How can storage possibly be financially feasible for this project?

This area could benefit so much from housing!

Housing requires things like windows, plumbing, and electrical outlets in all the apartments. A storage unit will have lights throughout the building, but probably no outlets.

What would it cost to tear this existing asbestos laden building down, and put up market rate apartments. How many?

What sort of impact is the solid waste facility across the street going to have on those apartments? On the view? On the ability to have open windows when there is an easterly breeze....?

Think before you dream for the rest of us.

Yes I agree, but in Boston housing gets much more pushback than anything else from NIMBYs and hysterical politicians like Flynn.

@Anon Hampden street has been a storage/construction/junk yard area since the 1960s. I know there a a few house on the street now and the people that live their are probably happy to have somewhere to live but it's not exactly the garden spot of our dear city.

Who's drinking all that wine? Boy, rich or poor, humans love alcohol. But alcohol doesn't love everyone.

A new school is being built across from an old existing BPS school feet away from this new proposed wine storage and also the epi center for Mass and Cass. Another BPS school would be directly across the street from the storage vault. It’s already a distillery and another bar within a block of these schools.
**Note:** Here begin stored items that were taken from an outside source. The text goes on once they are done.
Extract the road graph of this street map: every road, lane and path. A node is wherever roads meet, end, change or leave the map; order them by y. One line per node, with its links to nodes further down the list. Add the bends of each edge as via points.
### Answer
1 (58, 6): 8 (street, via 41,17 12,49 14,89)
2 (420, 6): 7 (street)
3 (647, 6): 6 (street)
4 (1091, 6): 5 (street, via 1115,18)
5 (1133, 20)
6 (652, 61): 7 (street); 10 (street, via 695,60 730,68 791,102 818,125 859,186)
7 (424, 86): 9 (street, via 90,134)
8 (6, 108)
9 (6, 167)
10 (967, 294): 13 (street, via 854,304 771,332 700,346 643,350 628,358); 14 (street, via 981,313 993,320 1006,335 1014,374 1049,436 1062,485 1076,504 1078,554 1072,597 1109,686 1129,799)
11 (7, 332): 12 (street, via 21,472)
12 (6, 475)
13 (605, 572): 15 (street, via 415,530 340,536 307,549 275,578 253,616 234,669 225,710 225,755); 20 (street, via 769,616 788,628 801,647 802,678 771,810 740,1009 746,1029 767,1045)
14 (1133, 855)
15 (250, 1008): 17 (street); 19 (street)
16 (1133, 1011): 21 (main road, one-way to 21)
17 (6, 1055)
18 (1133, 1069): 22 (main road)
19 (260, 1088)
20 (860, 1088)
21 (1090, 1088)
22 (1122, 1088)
A storage vault for wine would serve a better purpose in another area.

new storage user in an existing warehouse, not a new warehouse building.
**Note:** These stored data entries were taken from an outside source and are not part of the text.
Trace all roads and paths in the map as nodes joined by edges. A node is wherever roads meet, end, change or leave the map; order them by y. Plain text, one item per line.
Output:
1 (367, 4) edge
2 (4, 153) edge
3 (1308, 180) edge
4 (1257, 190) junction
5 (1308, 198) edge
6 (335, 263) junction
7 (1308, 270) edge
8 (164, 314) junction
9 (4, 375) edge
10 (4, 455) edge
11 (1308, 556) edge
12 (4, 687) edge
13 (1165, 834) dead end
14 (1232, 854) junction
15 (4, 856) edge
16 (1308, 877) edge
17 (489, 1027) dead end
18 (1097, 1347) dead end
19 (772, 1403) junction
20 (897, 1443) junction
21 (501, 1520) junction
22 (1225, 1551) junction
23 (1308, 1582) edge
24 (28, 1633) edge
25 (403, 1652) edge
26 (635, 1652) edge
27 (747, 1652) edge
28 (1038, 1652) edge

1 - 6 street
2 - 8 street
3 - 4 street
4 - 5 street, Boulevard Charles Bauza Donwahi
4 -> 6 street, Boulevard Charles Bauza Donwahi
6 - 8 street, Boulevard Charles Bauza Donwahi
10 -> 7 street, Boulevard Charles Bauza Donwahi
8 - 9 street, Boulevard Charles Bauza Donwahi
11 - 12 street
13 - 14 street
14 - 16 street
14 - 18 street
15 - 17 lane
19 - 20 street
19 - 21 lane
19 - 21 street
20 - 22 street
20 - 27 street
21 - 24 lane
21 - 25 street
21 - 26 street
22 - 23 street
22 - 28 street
Going from storage use to... storage use.

Weirdly, that is exactly what it is zoned for and has approvals for... already!

Reading is fundamental.

"Wine storage" doesn't mean wine serving. If alcohol stays in the bottle, how does it affect school children any more than a bottle of water?

For the bougie crowd who is going to store their precious wine there, the journey through the last few blocks of that neighborhood will be half the fun.

Then they will be able to regal their dinner party guests with heroic tales of driving their shiny Lexus or Volvo SUV through the Mass and Cass area to retrieve their $650 bottle of preciously aged Bordeaux.

Stereotype much?

I know a few people in the South End who will rent these units and they don't hold the perceived thoughts you have about what they think of Mass and Cass.

On the upside, my buddies in Hingham will now have more room in their cellars when the South End friends put their wine into Hampden Street.

Win / Win.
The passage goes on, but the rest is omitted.